Комнату освещала только дымная парафиновая лампа. Желтое пламя резко обозначало черты Мозеса Гамы.
«Он лев среди людей», – подумал Хендрик, снова вспомнив великих старых королей – Чаку или Мзиликази, этих больших черных слонов. Так, должно быть, они созывали на совет военных вождей, так приказывали начать битву.
– Жестокие буры празднуют победу по всей земле, – говорил Мозес Гама. – Но говорю вам, дети мои, и говорю истинно: под огнем их гордости и алчности лежит пепел самоуничтожения. Будет нелегко, и путь может быть долог. Нас ждет много тяжелой работы, горькой и даже кровавой, – но завтра принадлежит нам.
* * *
Новый заместитель министра юстиции вышел из своего кабинета и спустился по длинному коридору «Юнион билдинг», массивного, похожего на крепость здания, построенного сэром Гербертом Бейкером на невысоком холме над Преторией, – центрального административного здания правительства Южно-Африканской Республики.
Снаружи стемнело, но в большинстве кабинетов горел свет. Все работали допоздна. Перехватить бразды правления непросто, но Манфред Деларей наслаждался даже самыми скучными подробностями происходящего. Он сознавал, какая честь ему оказана. Он молод, некоторые говорят – чересчур молод для поста заместителя министра, но он докажет, что в нем не ошиблись.
Он постучал в дверь кабинета министра и открыл по приказу изнутри:
– Kon binne – входите!
Чарлз Роббертс Сварт – «Блэки»[208] – был высок чрезмерно, с огромными руками, которые сейчас лежали на столе перед ним.
– Манфред. – Он улыбнулся – словно трещина пробежала по граниту. – Вот маленький подарок, который я тебе обещал.

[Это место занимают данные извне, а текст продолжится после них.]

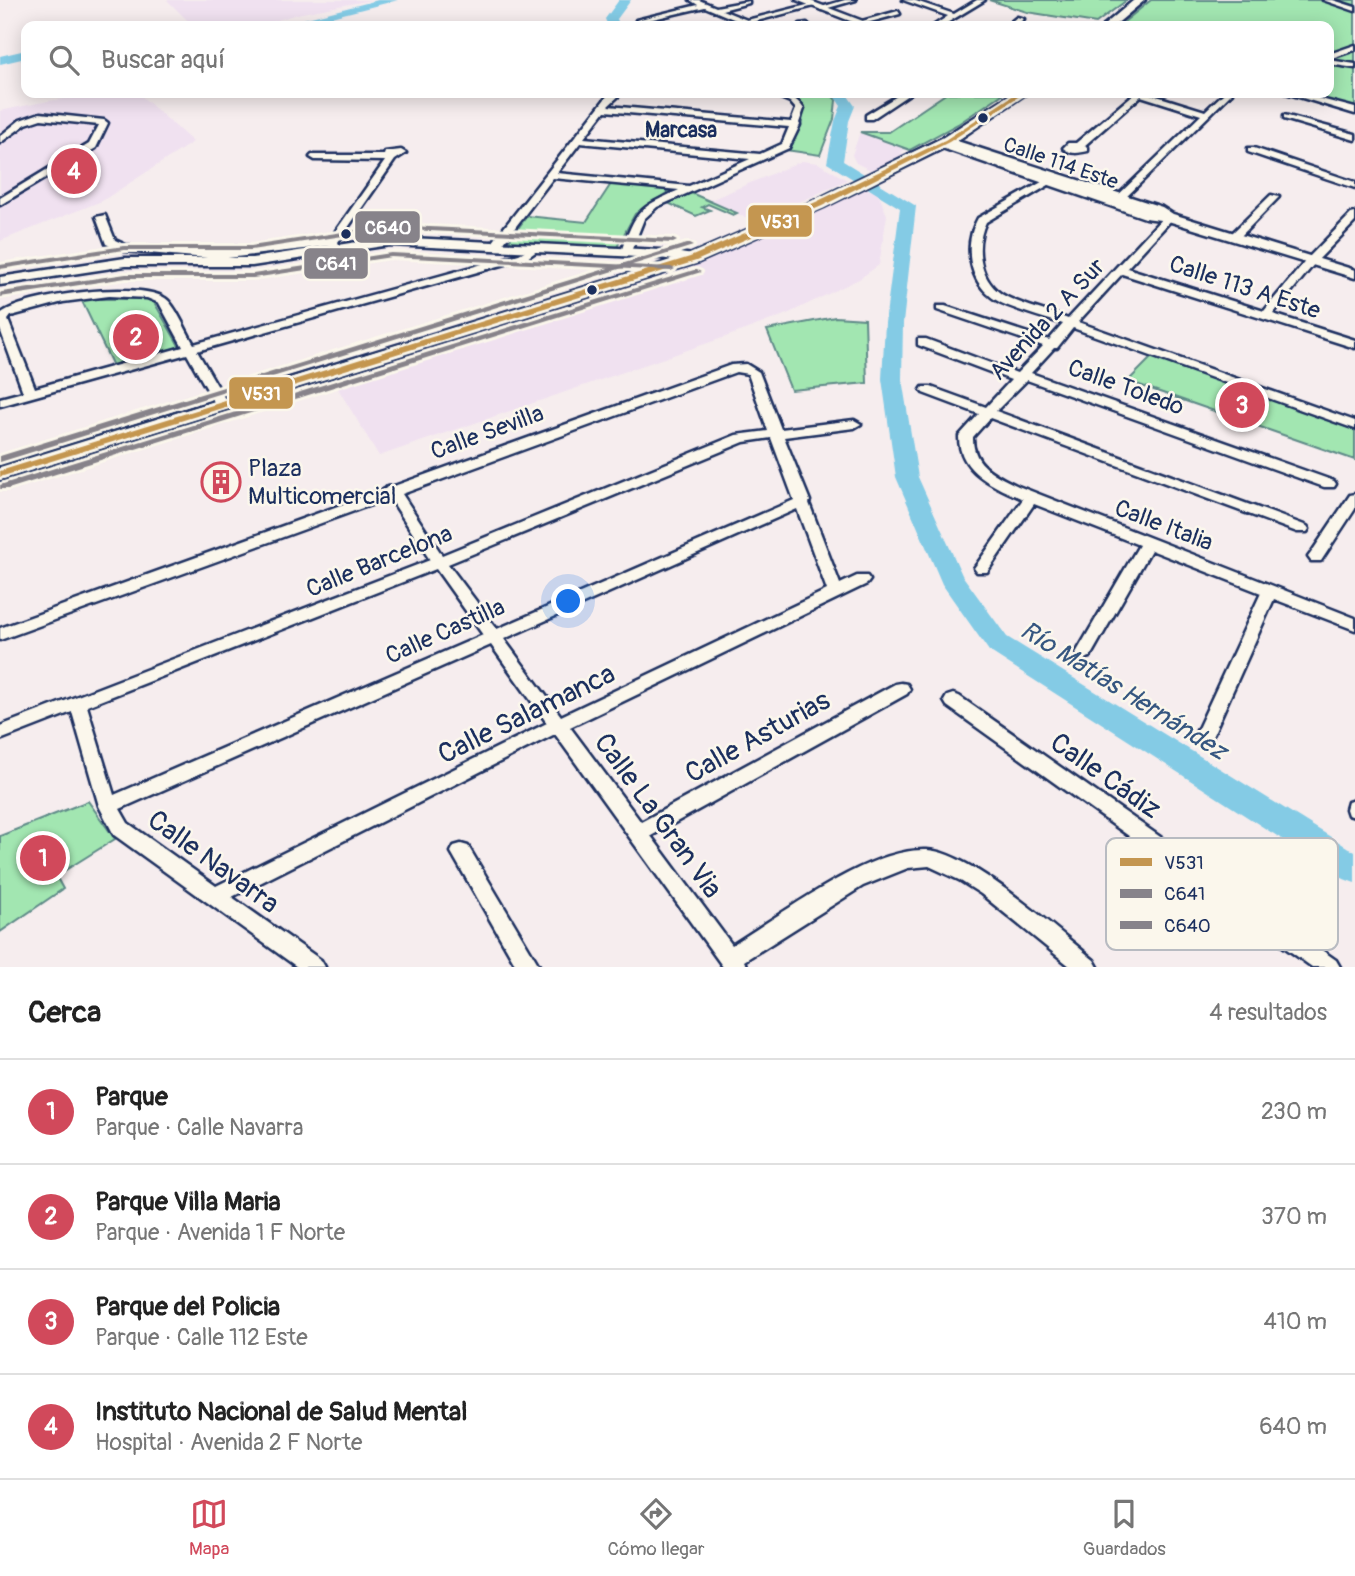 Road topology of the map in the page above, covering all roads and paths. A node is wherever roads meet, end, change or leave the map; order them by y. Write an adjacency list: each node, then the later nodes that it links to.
1 (693, 0): 9 (street)
2 (800, 0): 10 (street)
3 (853, 0): 10 (street)
4 (906, 0): 14 (street)
5 (982, 0): 14 (street)
6 (1140, 0): 23 (main road)
7 (1326, 0): 12 (street)
8 (747, 2): 11 (street)
9 (706, 5): 11 (street); 16 (street)
10 (818, 7): 18 (street); 19 (street)
11 (715, 9): 17 (street)
12 (1355, 9)
13 (898, 13): 20 (street)
14 (954, 16): 21 (street)
15 (1020, 19): 22 (street)
16 (640, 20)
17 (744, 21)
18 (750, 21)
19 (854, 21)
20 (867, 21)
21 (946, 21)
22 (1017, 21)
23 (1117, 21)
24 (1355, 47): 25 (street)
25 (1334, 57)
26 (1334, 60): 27 (street)
27 (1355, 66)
28 (613, 98): 36 (street)
29 (787, 98): 41 (street)
30 (899, 98): 39 (street)
31 (1013, 98): 45 (main road)
32 (1134, 98): 46 (street)
33 (1156, 98): 38 (street)
34 (1223, 98): 38 (street)
35 (1308, 98): 37 (street)
36 (603, 108): 41 (street); 44 (street)
37 (1355, 111)
38 (1207, 114): 55 (street)
39 (869, 117)
40 (1287, 117): 42 (street)
41 (796, 125): 49 (street)
42 (1355, 138)
43 (0, 140): 56 (street)
44 (580, 141): 49 (street); 50 (street)
45 (943, 143): 51 (street, Calle 114 Este); 65 (main road)
46 (1079, 145)
47 (1251, 150): 52 (street)
48 (315, 157): 61 (street)
49 (765, 157): 53 (street)
50 (552, 175): 53 (street); 62 (street)
51 (1052, 179): 55 (street, Calle 114 Este); 72 (street)
52 (1353, 182)
53 (691, 188): 64 (street)
54 (1274, 197): 60 (street)
55 (1117, 200): 59 (street, Calle 114 Este)
56 (0, 202)
57 (1355, 216): 66 (street)
58 (101, 217): 61 (street)
59 (1169, 217): 60 (street, Calle 114 Este); 67 (street, Avenida 2 A Sur)
60 (1234, 237): 66 (street, Calle 114 Este)
61 (335, 245): 62 (street); 69 (street)
62 (496, 245): 63 (street)
63 (536, 248): 64 (street); 76 (street)
64 (626, 252): 65 (street)
65 (693, 259): 81 (main road)
66 (1311, 261): 68 (street, Calle 114 Este); 71 (street)
67 (1122, 270): 71 (street, Calle 113 A Este); 72 (street, Avenida 2 A Sur)
68 (1355, 274)
69 (0, 281)
70 (941, 308): 75 (street)
71 (1266, 316): 74 (street, Calle 113 A Este)
72 (1072, 324): 75 (street, Avenida 2 A Sur); 84 (street)
73 (922, 342): 77 (street, Calle Toledo)
74 (1355, 344)
75 (1053, 345): 77 (street, Avenida 2 A Sur)
76 (191, 350): 79 (street); 79 (street); 81 (street)
77 (1023, 377): 82 (street, Avenida 2 A Sur); 88 (street, Calle Toledo)
78 (927, 390): 82 (street)
79 (30, 393): 80 (street)
80 (0, 401)
81 (223, 406): 87 (main road)
82 (988, 411): 86 (street, Avenida 2 A Sur); 93 (street)
83 (854, 424): 85 (street, Calle Barcelona)
84 (1355, 425)
85 (774, 432): 89 (street, Calle Sevilla); 91 (street); 96 (street, Calle Barcelona)
86 (967, 453): 90 (street, Calle Italia)
87 (0, 474)
88 (1329, 484)
89 (392, 490): 96 (street, Calle La Gran Via); 102 (street, Calle Sevilla)
90 (1032, 497): 94 (street, Calle Italia); 97 (street)
91 (803, 501): 100 (street); 103 (street, Calle Castilla)
92 (1353, 507): 95 (street)
93 (1302, 529)
94 (1148, 543): 99 (street, Calle Italia); 104 (street)
95 (1316, 557)
96 (439, 562): 103 (street, Calle La Gran Via); 107 (street, Calle Barcelona)
97 (982, 568)
98 (862, 580): 100 (street, Calle Salamanca)
99 (1270, 591): 101 (street, Calle Italia); 110 (street)
100 (835, 592): 108 (street, Calle Salamanca)
101 (1355, 624)
102 (0, 634)
103 (496, 636): 108 (street, Calle La Gran Via); 111 (street, Calle Castilla)
104 (1084, 653)
105 (901, 689): 112 (street, Calle Asturias)
106 (953, 701): 113 (street, Calle Cádiz)
107 (78, 704): 109 (street, Calle Barcelona); 111 (street, Calle Navarra)
108 (560, 724): 112 (street, Calle La Gran Via); 115 (street, Calle Salamanca)
109 (0, 733)
110 (1203, 737)
111 (107, 806): 115 (street, Calle Navarra)
112 (639, 833): 117 (street, Calle La Gran Via)
113 (1147, 838)
114 (461, 852): 119 (street)
115 (215, 896): 118 (street, Calle Navarra)
116 (1305, 950): 121 (street, Calle Cádiz)
117 (733, 963): 120 (street)
118 (314, 967)
119 (529, 967)
120 (1087, 967)
121 (1329, 967) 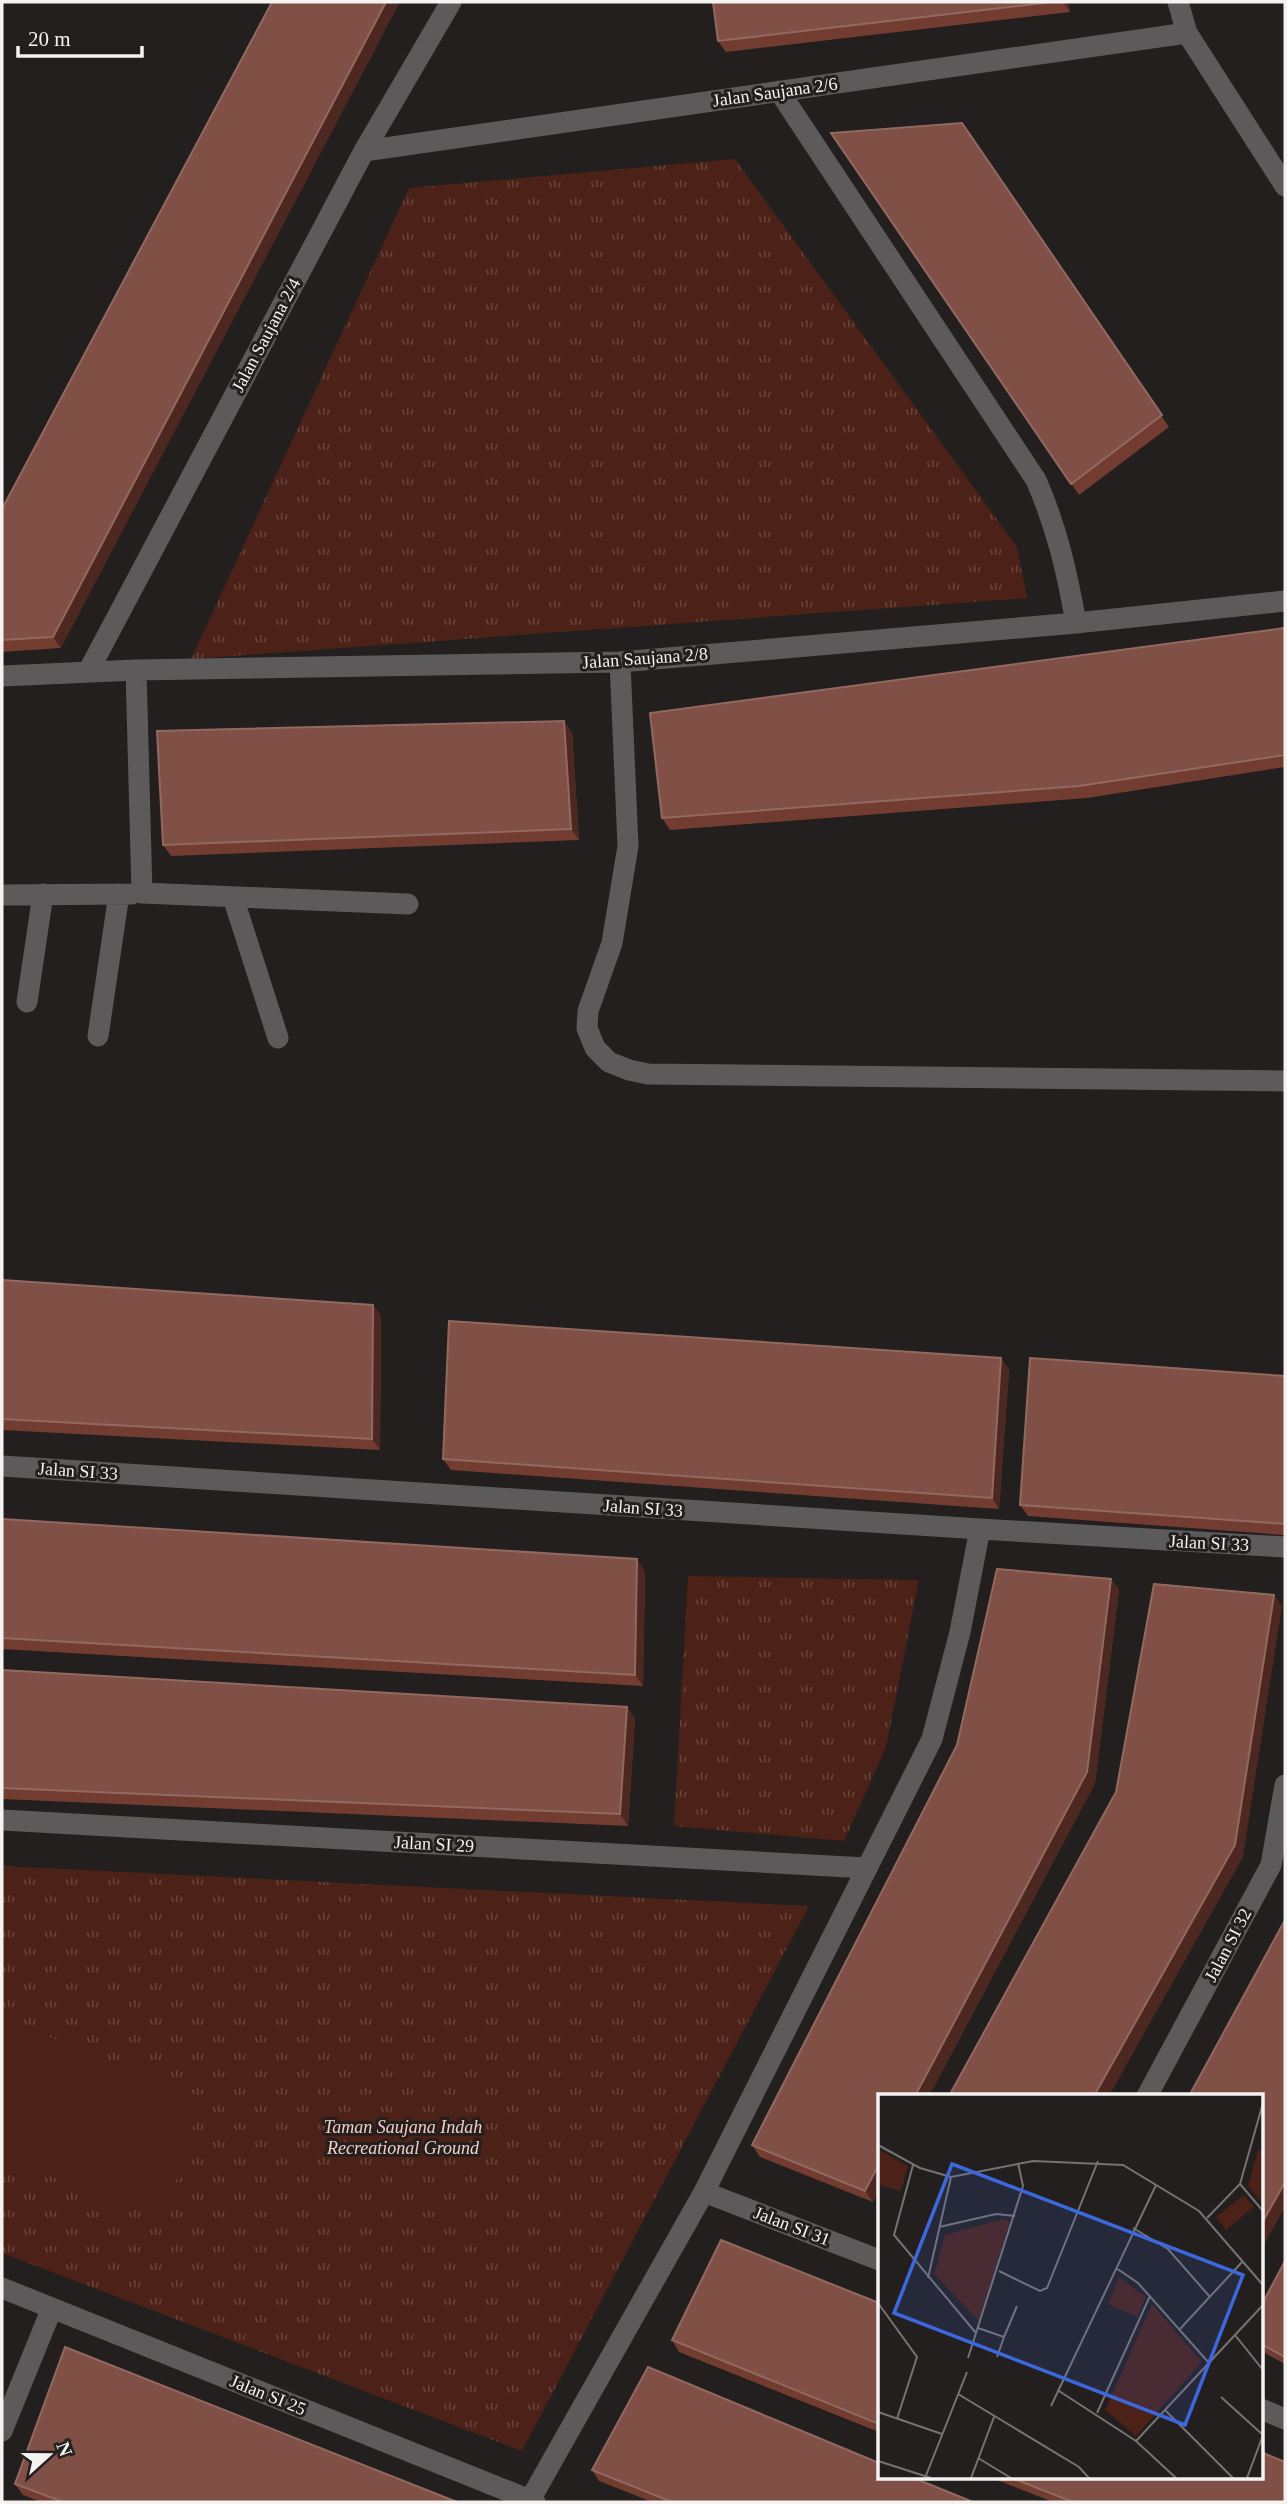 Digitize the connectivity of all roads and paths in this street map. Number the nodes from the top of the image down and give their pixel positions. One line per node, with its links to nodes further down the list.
1 (451, 2): 5 (street, Jalan Saujana 2/4)
2 (1178, 2): 3 (street)
3 (1187, 33): 4 (street, Jalan Saujana 2/6); 6 (street)
4 (779, 91): 5 (street, Jalan Saujana 2/6); 8 (street)
5 (364, 150): 11 (street, Jalan Saujana 2/4)
6 (1285, 186)
7 (1285, 601): 8 (street, Jalan Saujana 2/8)
8 (1076, 623): 9 (street, Jalan Saujana 2/8)
9 (620, 662): 10 (street, Jalan Saujana 2/8); 22 (street)
10 (136, 670): 11 (street, Jalan Saujana 2/8); 13 (street)
11 (88, 672): 12 (street, Jalan Saujana 2/8)
12 (2, 676)
13 (142, 893): 15 (street); 17 (street)
14 (43, 894): 15 (street); 16 (street); 19 (street)
15 (119, 894): 20 (street)
16 (2, 895)
17 (233, 897): 18 (street); 21 (street)
18 (408, 904)
19 (27, 1002)
20 (98, 1036)
21 (278, 1038)
22 (1285, 1081)
23 (2, 1466): 24 (street, Jalan SI 33)
24 (980, 1530): 25 (street, Jalan SI 33); 28 (street)
25 (1285, 1547)
26 (1285, 1785): 29 (street, Jalan SI 32)
27 (2, 1820): 28 (street, Jalan SI 29)
28 (866, 1868): 30 (street)
29 (1147, 2094)
30 (704, 2192): 31 (street, Jalan SI 31); 37 (street)
31 (878, 2260)
32 (2, 2288): 33 (street, Jalan SI 25)
33 (52, 2308): 36 (street); 37 (street, Jalan SI 25)
34 (1262, 2409): 35 (street)
35 (1285, 2419)
36 (2, 2431)
37 (532, 2501)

Он взял конверт с гербом Южно-Африканского Союза и протянул Манфреду.
– Никогда не смогу достойно выразить свою благодарность, министр. – Манфред взял конверт. – Надеюсь в будущем доказать свою верность напряженной работой.
Вернувшись в свой кабинет, Манфред раскрыл конверт и развернул лежащий в нем документ. Медленно, наслаждаясь каждым словом, он прочитал о помиловании Лотара Деларея, обвиненного во множестве преступлений и приговоренного к пожизненному заключению.
Манфред сложил документ и убрал обратно в конверт. Завтра он лично доставит его начальнику тюрьмы и будет там, чтобы взять отца за руку и снова вывести на солнце.
Он встал, прошел к сейфу, набрал комбинацию и открыл тяжелую стальную дверь. На верхней полке лежали три папки. Он снял их и отнес на стол. Одно досье из военной разведки, другое – из отдела уголовных расследований, третье – из его собственного Министерства юстиции. Потребовалось время и тщательное планирование, чтобы раздобыть эти досье и уничтожить в регистрационных списках все следы их существования. Это единственные свидетельства операции «Белый меч».
Не торопясь, он внимательно прочел все документы. Закончил он далеко за полночь, но теперь знал, что ни в одном из этих документов нет указания на связь «Белого меча» с Манфредом Делареем, олимпийским золотым призером, а теперь заместителем министра юстиции.
Он взял три папки и отнес их во внешний комитет, где стояло устройство для уничтожения документов. По очереди вставлял каждый документ в щель и смотрел, как с противоположной стороны выходят и сворачиваются тонкие, как спагетти, полоски. В то же время он думал о том, что прочел.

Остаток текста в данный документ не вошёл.